Why FHIR for LATAM?
Latin America (LATAM) arrived on the scene late in terms of the use of earlier HL7 standards. HL7 Version 2 was created in 1985 but we (LATAM) did not begin using it until after 2000). HL7's Clinical Document Architecture (CDA®) was published in 2000 but we began using it after 2005. HL7's Fast Healthcare Interoperability Resources (FHIR®) is being created now and we are starting to use it in LATAM. Two implementation guides have been developed in Argentina and Colombia; Chile is working on one. We can discuss the ‘we’ (as in ‘Who in LATAM’?), but the trend cannot be discussed. Some countries in our region have yet to use any standard—there is NO installed base— why get stuck with stuff that’s 10 or 20 years old?

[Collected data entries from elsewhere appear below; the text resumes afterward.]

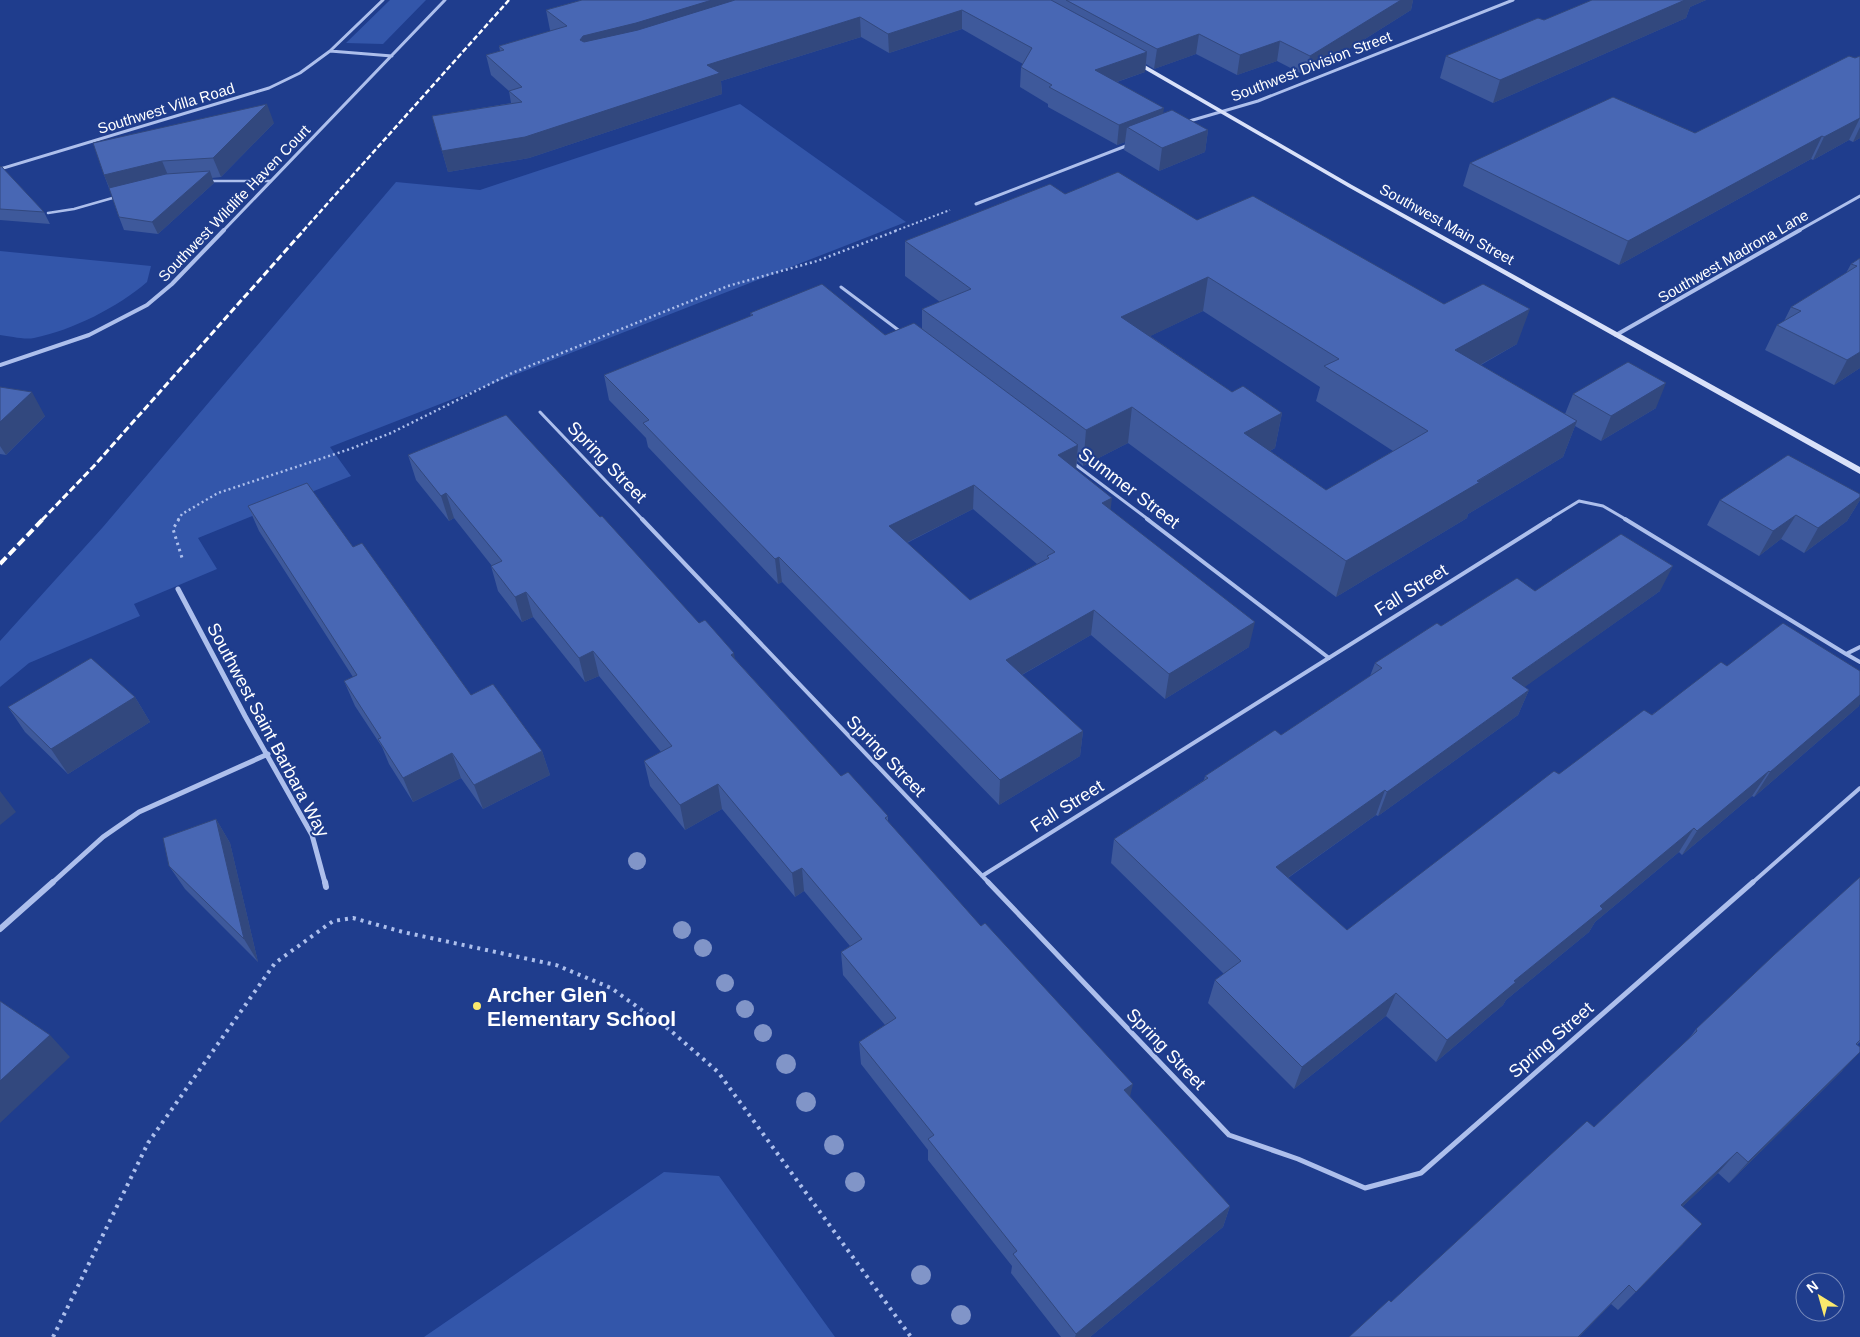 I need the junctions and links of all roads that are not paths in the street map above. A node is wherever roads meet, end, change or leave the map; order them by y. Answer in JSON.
{"nodes":[{"id":1,"x":383,"y":0,"type":"edge"},
{"id":2,"x":445,"y":0,"type":"edge"},
{"id":3,"x":1513,"y":0,"type":"edge"},
{"id":4,"x":330,"y":51,"type":"junction"},
{"id":5,"x":392,"y":56,"type":"junction"},
{"id":6,"x":1129,"y":58,"type":"edge"},
{"id":7,"x":1222,"y":111,"type":"junction"},
{"id":8,"x":1181,"y":124,"type":"edge"},
{"id":9,"x":1137,"y":141,"type":"edge"},
{"id":10,"x":0,"y":169,"type":"edge"},
{"id":11,"x":207,"y":181,"type":"edge"},
{"id":12,"x":271,"y":181,"type":"junction"},
{"id":13,"x":120,"y":196,"type":"edge"},
{"id":14,"x":1860,"y":196,"type":"edge"},
{"id":15,"x":976,"y":204,"type":"road end"},
{"id":16,"x":48,"y":213,"type":"dead end"},
{"id":17,"x":841,"y":287,"type":"dead end"},
{"id":18,"x":904,"y":334,"type":"edge"},
{"id":19,"x":1616,"y":335,"type":"junction"},
{"id":20,"x":0,"y":365,"type":"edge"},
{"id":21,"x":540,"y":412,"type":"dead end"},
{"id":22,"x":1070,"y":460,"type":"edge"},
{"id":23,"x":1860,"y":472,"type":"edge"},
{"id":24,"x":178,"y":589,"type":"road end"},
{"id":25,"x":1860,"y":647,"type":"edge"},
{"id":26,"x":1846,"y":654,"type":"junction"},
{"id":27,"x":1329,"y":658,"type":"junction"},
{"id":28,"x":1860,"y":662,"type":"edge"},
{"id":29,"x":268,"y":754,"type":"junction"},
{"id":30,"x":1860,"y":788,"type":"edge"},
{"id":31,"x":982,"y":876,"type":"junction"},
{"id":32,"x":326,"y":887,"type":"dead end"},
{"id":33,"x":0,"y":929,"type":"edge"}],
"edges":[{"from":1,"to":4,"type":"street","name":"Southwest Villa Road"},
{"from":2,"to":5,"type":"street","name":"Southwest Wildlife Haven Court"},
{"from":3,"to":7,"type":"street","name":"Southwest Division Street"},
{"from":4,"to":5,"type":"street"},
{"from":4,"to":10,"type":"street","name":"Southwest Villa Road"},
{"from":5,"to":12,"type":"street","name":"Southwest Wildlife Haven Court"},
{"from":6,"to":7,"type":"street","name":"Southwest Main Street"},
{"from":7,"to":8,"type":"street","name":"Southwest Division Street"},
{"from":7,"to":19,"type":"street","name":"Southwest Main Street"},
{"from":9,"to":15,"type":"street"},
{"from":11,"to":12,"type":"lane"},
{"from":12,"to":20,"type":"street","name":"Southwest Wildlife Haven Court"},
{"from":13,"to":16,"type":"lane"},
{"from":14,"to":19,"type":"street","name":"Southwest Madrona Lane"},
{"from":17,"to":18,"type":"lane"},
{"from":19,"to":23,"type":"street","name":"Southwest Main Street"},
{"from":21,"to":31,"type":"lane","name":"Spring Street"},
{"from":22,"to":27,"type":"lane","name":"Summer Street"},
{"from":24,"to":29,"type":"street","name":"Southwest Saint Barbara Way"},
{"from":25,"to":26,"type":"lane"},
{"from":26,"to":27,"type":"lane","name":"Fall Street"},
{"from":26,"to":28,"type":"lane"},
{"from":27,"to":31,"type":"lane","name":"Fall Street"},
{"from":29,"to":32,"type":"street","name":"Southwest Saint Barbara Way"},
{"from":29,"to":33,"type":"street"},
{"from":30,"to":31,"type":"lane","name":"Spring Street"}]}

However, work is still in progress. While CDA Release 2 is good for document repositories, when it comes to mobile, what you can/should exchange is more discrete and granular. The choices will come down to how to use FHIR for examples such as:
Is FHIR ready for LATAM?
FHIR is still in the peak phase of the Gartner Hype Cycle. There are inflated expectations, such as it’s supposed to heal all the worlds illnesses, stop world hunger, and even transform ashes into gold!
However, several resources—particularly those most often used in patient portals (lab results, patient conditions and demographic information, providers)—have achieved a good degree of maturity and are usable (and used) now for patient portals and mobile interoperability. We hope to complete most core FHIR resources and mature them through connectathons during this year and the next.
One of the complaints when reviewing architectures for healthcare information sharing has been the lack of an overall framework. FHIR supports all the paradigms (REST, services, messaging, documents) so you can create any architecture and leverage FHIR for content.
FHIR also incorporated SMART (or the other way around), which combines structured data (FHIR), scopes and permissions (oAuth), simple sign in (OpenID), and UI integration (HTML5), to create a usable framework for connecting APPS to EHR systems.
The answer is yes!
My conclusion is that FHIR is ready for us, and LATAM is ready for FHIR.